What the exercise asks
Pictures stay out of the answer, but every line of the material must be restated exactly.

Material for this exercise
• • •

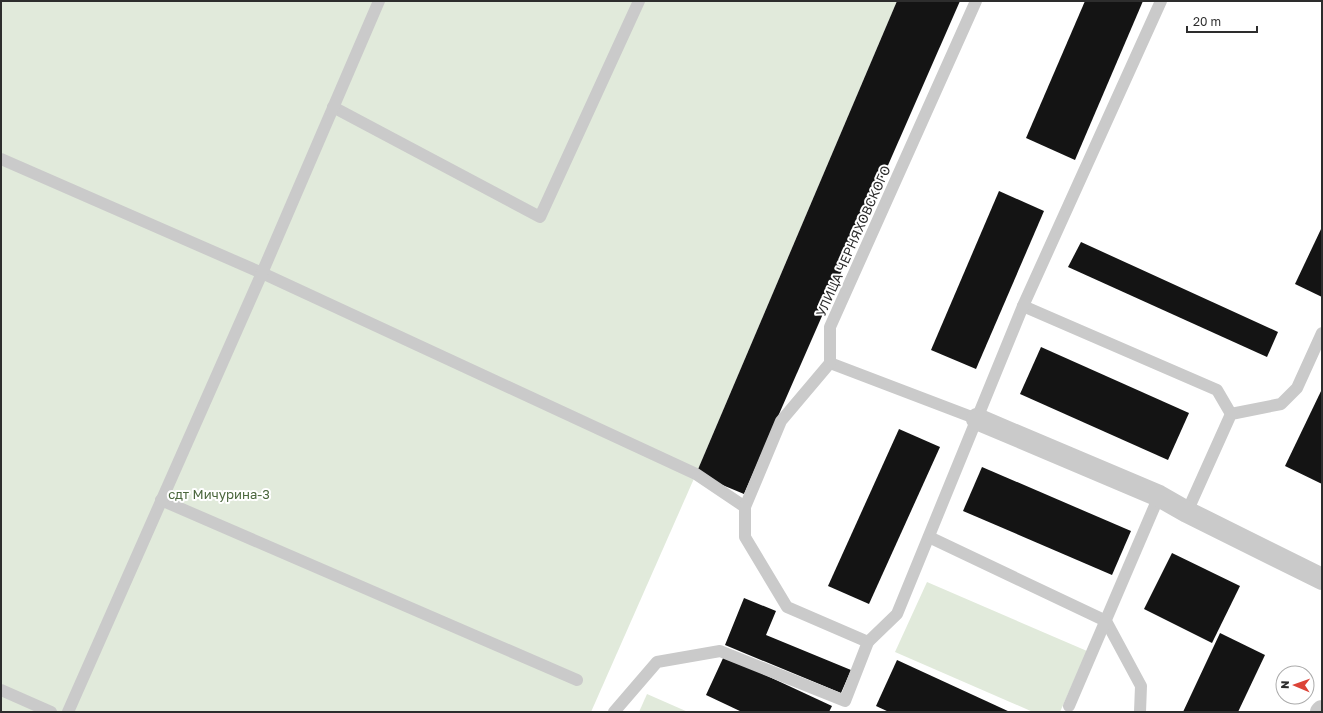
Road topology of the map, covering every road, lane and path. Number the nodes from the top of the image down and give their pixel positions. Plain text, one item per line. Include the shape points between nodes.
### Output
1 (379, 1) edge
2 (639, 1) edge
3 (976, 1) edge
4 (1161, 1) edge
5 (333, 107) junction
6 (1, 159) edge
7 (262, 273) junction
8 (1023, 306) junction
9 (1322, 333) edge
10 (830, 363) junction
11 (1232, 414) junction
12 (977, 418) junction
13 (1159, 496) junction
14 (161, 500) junction
15 (745, 507) junction
16 (1187, 512) junction
17 (929, 537) junction
18 (1322, 580) edge
19 (1106, 621) junction
20 (868, 642) junction
21 (577, 680) dead end
22 (1, 690) edge
23 (1068, 706) dead end
24 (51, 712) edge
25 (68, 712) edge
26 (614, 712) edge
27 (1140, 712) edge

1 - 5 lane
2 - 5 lane via 540,217
3 - 10 lane, УЛИЦА ЧЕРНЯХОВСКОГО via 830,327
4 - 8 lane
5 - 7 lane
6 - 7 lane
7 - 14 lane
7 - 15 lane via 696,474
8 - 11 lane via 1218,390
8 - 12 lane
9 - 11 lane via 1297,388 1281,404
10 - 12 lane
10 - 15 lane via 782,421
11 - 16 lane
12 - 13 street
12 - 17 lane
13 - 16 street
13 - 19 lane
14 - 21 lane
14 - 25 lane
15 - 20 lane via 745,537 787,607
16 - 18 street
17 - 19 lane
17 - 20 lane via 898,614
19 - 23 lane
19 - 27 lane via 1141,686
20 - 26 lane via 845,701 720,651 657,662
22 - 24 lane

• • •

Written answer
Road topology of the map, covering every road, lane and path. Number the nodes from the top of the image down and give their pixel positions. Plain text, one item per line. Include the shape points between nodes.
### Output
1 (379, 1) edge
2 (639, 1) edge
3 (976, 1) edge
4 (1161, 1) edge
5 (333, 107) junction
6 (1, 159) edge
7 (262, 273) junction
8 (1023, 306) junction
9 (1322, 333) edge
10 (830, 363) junction
11 (1232, 414) junction
12 (977, 418) junction
13 (1159, 496) junction
14 (161, 500) junction
15 (745, 507) junction
16 (1187, 512) junction
17 (929, 537) junction
18 (1322, 580) edge
19 (1106, 621) junction
20 (868, 642) junction
21 (577, 680) dead end
22 (1, 690) edge
23 (1068, 706) dead end
24 (51, 712) edge
25 (68, 712) edge
26 (614, 712) edge
27 (1140, 712) edge

1 - 5 lane
2 - 5 lane via 540,217
3 - 10 lane, УЛИЦА ЧЕРНЯХОВСКОГО via 830,327
4 - 8 lane
5 - 7 lane
6 - 7 lane
7 - 14 lane
7 - 15 lane via 696,474
8 - 11 lane via 1218,390
8 - 12 lane
9 - 11 lane via 1297,388 1281,404
10 - 12 lane
10 - 15 lane via 782,421
11 - 16 lane
12 - 13 street
12 - 17 lane
13 - 16 street
13 - 19 lane
14 - 21 lane
14 - 25 lane
15 - 20 lane via 745,537 787,607
16 - 18 street
17 - 19 lane
17 - 20 lane via 898,614
19 - 23 lane
19 - 27 lane via 1141,686
20 - 26 lane via 845,701 720,651 657,662
22 - 24 lane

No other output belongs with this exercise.